**** Data shown ****

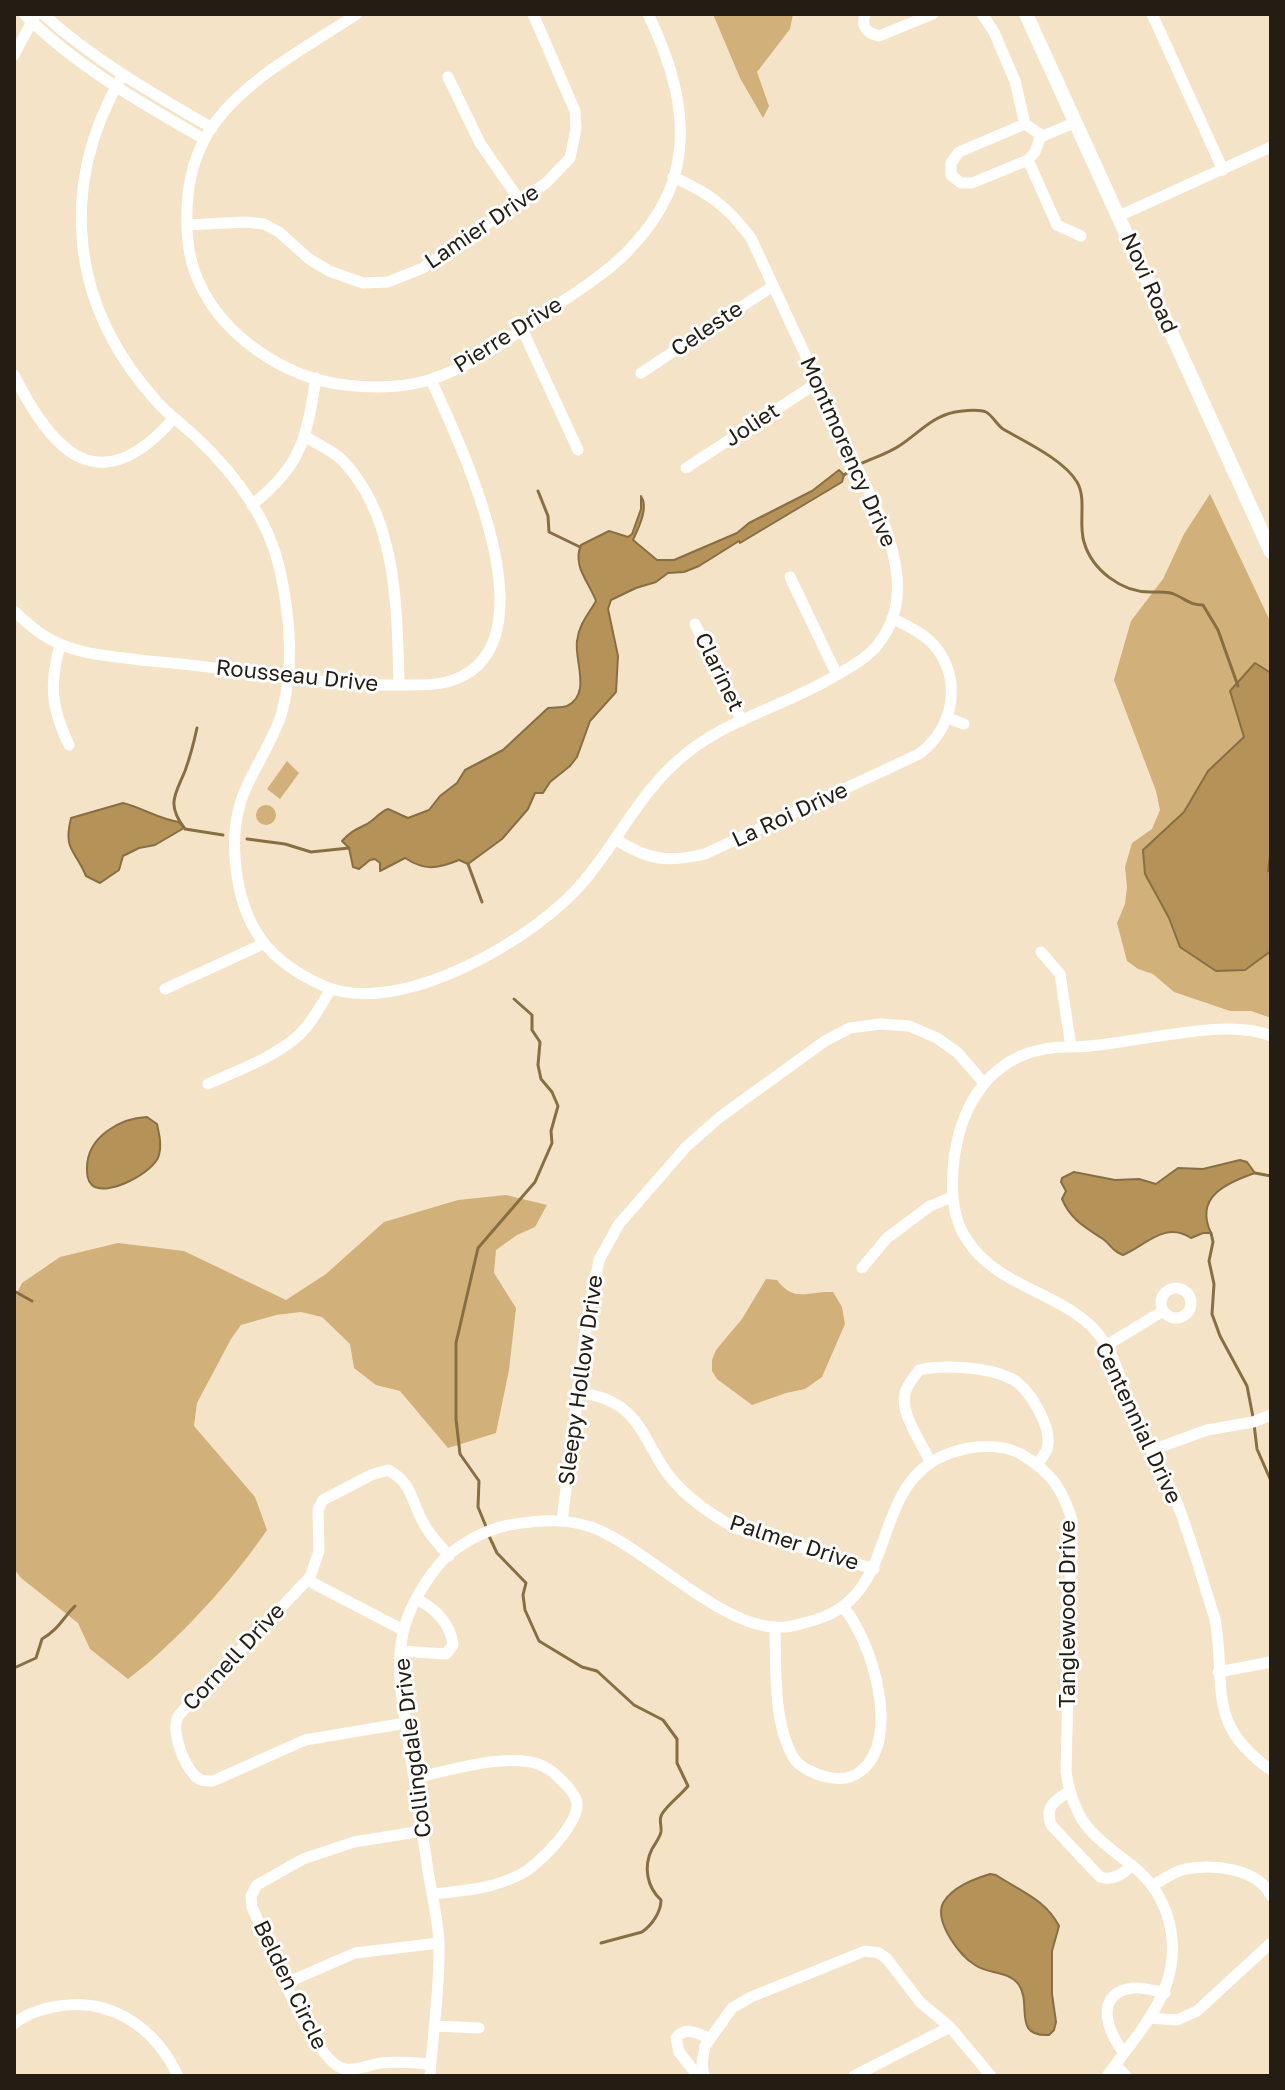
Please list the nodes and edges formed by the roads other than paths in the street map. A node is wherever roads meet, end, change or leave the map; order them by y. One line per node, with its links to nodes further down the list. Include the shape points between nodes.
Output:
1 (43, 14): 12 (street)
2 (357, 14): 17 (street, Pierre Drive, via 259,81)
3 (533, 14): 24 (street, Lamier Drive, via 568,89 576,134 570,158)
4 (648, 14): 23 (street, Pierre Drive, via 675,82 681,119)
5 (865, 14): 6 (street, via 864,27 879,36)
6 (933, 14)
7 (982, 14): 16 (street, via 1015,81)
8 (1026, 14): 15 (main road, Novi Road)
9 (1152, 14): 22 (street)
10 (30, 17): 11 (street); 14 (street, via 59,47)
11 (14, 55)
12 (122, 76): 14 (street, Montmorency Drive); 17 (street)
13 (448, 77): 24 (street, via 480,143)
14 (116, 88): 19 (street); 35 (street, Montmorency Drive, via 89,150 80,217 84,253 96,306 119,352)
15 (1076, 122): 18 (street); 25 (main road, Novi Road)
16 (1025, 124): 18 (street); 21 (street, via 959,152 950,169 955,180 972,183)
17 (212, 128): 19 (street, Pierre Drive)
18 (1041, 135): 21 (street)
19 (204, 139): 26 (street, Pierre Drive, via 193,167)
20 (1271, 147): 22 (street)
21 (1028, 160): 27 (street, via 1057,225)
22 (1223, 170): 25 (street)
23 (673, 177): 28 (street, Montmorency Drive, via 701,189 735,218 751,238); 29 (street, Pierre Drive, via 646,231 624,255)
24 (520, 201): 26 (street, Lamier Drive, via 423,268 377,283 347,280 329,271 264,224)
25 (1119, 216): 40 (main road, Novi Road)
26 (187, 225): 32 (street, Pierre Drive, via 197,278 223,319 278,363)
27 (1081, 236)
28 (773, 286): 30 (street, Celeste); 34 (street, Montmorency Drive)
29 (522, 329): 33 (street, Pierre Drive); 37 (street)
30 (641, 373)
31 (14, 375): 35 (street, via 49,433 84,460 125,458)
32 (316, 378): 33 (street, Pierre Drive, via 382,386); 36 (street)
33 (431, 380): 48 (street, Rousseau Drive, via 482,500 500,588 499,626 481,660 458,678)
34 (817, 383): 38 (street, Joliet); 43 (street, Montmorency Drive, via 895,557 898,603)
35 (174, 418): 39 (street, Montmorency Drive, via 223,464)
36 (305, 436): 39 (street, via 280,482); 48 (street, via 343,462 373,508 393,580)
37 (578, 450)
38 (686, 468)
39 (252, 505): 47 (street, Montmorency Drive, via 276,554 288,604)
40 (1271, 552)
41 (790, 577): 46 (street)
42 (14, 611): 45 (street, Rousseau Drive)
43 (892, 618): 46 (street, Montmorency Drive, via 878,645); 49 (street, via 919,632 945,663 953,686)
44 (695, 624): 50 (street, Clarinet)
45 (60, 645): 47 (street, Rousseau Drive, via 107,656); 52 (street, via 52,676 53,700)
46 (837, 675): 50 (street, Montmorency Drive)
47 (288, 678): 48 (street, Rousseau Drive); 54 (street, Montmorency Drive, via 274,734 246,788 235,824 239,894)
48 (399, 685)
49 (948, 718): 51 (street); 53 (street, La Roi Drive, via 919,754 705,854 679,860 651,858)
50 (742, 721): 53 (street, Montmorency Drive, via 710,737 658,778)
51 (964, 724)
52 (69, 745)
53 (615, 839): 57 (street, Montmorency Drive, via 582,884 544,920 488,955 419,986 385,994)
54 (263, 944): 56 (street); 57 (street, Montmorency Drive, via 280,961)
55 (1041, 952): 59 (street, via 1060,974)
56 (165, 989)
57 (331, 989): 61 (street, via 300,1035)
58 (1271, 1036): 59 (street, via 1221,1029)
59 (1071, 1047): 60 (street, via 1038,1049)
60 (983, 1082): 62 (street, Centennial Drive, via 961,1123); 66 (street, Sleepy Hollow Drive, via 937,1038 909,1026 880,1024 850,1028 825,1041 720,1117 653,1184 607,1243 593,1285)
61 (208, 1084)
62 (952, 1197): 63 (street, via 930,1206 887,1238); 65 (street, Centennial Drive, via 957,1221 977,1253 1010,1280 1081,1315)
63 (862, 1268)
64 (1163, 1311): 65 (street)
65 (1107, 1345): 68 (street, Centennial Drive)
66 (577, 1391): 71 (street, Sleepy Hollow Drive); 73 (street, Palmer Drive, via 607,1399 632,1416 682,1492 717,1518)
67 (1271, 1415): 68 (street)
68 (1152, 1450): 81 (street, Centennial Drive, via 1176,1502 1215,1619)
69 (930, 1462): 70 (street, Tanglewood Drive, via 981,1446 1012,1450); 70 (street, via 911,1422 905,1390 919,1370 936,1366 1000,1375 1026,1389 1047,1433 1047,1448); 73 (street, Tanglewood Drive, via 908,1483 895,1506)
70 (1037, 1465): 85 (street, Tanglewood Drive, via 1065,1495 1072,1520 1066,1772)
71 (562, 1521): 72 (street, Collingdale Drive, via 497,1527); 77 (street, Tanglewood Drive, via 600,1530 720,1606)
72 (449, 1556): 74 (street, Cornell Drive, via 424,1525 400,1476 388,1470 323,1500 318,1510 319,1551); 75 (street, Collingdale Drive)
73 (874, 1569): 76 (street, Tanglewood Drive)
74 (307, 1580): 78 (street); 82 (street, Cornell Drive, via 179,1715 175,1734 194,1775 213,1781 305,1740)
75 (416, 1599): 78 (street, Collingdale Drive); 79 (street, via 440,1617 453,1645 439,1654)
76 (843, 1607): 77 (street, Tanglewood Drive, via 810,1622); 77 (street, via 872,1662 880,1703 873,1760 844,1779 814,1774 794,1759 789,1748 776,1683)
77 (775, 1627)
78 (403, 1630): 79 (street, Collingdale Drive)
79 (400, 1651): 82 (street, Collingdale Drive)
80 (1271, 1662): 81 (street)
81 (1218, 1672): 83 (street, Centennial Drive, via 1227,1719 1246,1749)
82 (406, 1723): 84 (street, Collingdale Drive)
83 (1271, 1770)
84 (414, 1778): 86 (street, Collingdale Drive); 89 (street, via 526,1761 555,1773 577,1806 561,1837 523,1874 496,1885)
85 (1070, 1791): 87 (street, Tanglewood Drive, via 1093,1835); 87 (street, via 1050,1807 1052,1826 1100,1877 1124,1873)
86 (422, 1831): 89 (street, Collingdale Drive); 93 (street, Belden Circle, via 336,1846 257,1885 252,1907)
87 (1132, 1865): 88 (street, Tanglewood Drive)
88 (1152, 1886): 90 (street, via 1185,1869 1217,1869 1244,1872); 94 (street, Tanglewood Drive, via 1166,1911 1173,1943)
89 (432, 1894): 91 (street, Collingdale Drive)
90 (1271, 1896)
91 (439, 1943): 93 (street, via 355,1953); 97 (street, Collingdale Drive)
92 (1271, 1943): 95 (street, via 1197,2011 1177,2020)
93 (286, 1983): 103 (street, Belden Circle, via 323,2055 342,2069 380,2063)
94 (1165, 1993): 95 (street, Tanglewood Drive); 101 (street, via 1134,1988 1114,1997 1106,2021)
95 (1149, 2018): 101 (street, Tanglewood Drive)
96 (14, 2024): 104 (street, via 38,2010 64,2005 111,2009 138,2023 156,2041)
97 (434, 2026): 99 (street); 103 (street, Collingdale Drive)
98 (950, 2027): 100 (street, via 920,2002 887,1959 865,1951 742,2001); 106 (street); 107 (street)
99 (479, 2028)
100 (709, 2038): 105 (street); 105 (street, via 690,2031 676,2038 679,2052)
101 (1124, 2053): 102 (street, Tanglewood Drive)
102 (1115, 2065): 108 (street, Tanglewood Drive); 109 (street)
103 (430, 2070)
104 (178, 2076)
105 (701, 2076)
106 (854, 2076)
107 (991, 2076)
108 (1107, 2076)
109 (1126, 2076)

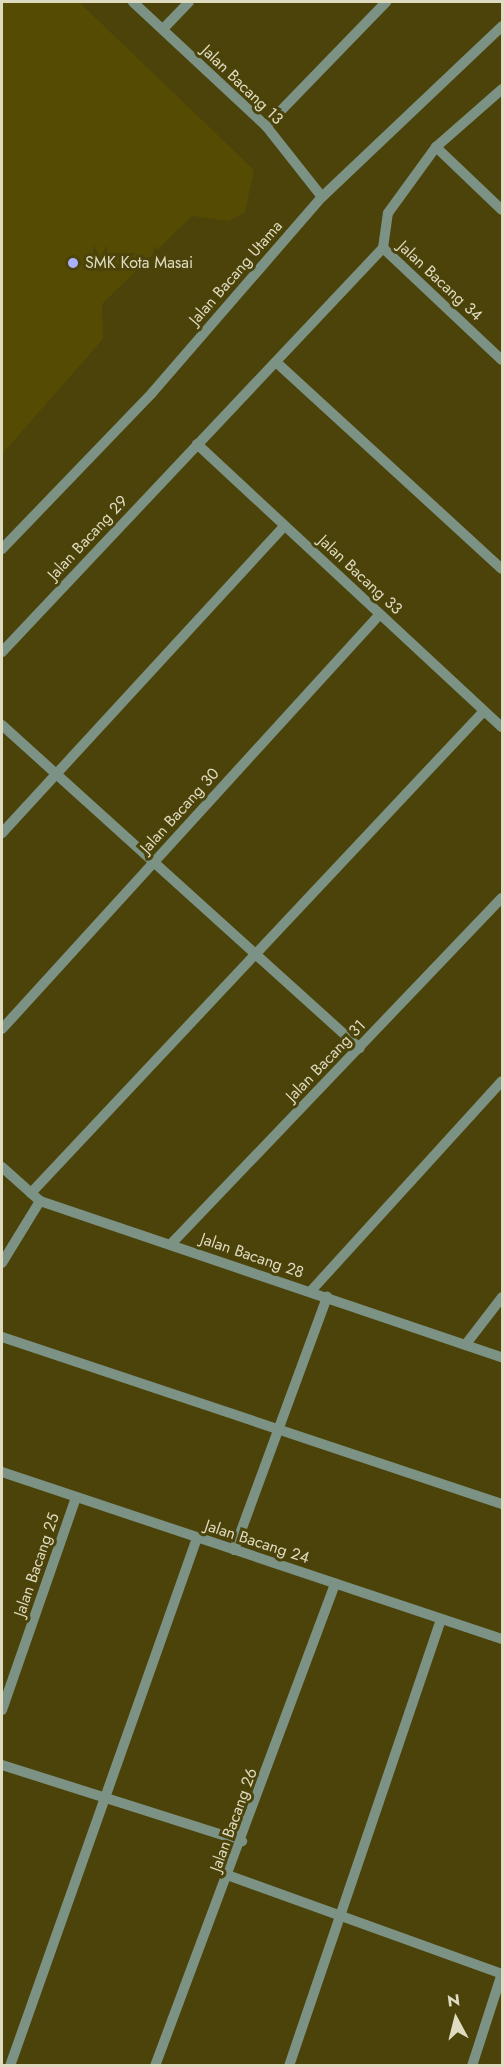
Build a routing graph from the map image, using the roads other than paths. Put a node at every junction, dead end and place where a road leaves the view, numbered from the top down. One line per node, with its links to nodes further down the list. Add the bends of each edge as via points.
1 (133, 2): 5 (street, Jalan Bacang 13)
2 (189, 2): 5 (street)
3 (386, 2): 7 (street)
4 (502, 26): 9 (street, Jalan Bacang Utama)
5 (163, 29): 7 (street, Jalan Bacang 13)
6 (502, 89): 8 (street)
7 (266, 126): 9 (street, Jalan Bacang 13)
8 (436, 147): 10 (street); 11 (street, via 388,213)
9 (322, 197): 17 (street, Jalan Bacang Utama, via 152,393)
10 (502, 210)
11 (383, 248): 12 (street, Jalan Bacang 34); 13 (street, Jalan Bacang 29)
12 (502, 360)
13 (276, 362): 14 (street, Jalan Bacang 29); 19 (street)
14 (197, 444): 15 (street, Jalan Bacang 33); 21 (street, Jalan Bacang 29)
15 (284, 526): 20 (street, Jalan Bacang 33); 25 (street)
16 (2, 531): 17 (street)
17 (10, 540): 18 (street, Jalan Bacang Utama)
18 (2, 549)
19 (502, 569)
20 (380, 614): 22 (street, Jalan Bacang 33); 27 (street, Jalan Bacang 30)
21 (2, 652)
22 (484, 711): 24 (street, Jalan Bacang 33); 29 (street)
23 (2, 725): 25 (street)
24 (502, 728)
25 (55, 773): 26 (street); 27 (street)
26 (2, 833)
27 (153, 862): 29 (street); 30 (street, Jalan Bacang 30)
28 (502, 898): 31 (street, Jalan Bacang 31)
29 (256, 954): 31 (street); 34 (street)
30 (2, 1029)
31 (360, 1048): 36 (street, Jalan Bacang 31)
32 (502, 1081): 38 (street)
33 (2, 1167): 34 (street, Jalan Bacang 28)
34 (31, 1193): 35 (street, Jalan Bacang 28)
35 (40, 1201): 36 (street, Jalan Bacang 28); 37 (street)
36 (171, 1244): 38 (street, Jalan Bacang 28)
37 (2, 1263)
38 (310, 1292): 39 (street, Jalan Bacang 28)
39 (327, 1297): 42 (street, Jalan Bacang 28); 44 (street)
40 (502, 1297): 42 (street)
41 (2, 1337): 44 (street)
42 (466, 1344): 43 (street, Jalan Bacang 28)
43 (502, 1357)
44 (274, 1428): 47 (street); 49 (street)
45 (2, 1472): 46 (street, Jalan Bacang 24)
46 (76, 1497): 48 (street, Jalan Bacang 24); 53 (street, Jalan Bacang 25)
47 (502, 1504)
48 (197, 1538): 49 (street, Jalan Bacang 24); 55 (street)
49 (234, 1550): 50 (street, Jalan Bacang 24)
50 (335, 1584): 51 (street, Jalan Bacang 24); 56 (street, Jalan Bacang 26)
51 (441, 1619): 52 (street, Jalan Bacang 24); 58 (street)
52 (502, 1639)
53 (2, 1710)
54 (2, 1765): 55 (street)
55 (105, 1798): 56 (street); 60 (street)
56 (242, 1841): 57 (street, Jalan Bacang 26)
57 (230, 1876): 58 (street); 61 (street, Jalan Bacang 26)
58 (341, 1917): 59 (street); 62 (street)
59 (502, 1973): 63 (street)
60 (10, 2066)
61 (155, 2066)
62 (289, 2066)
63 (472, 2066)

****

**Instructions to follow:**
Tally up the lines holding the string "node" in this listing, and report the total alone.

**Reply:**
2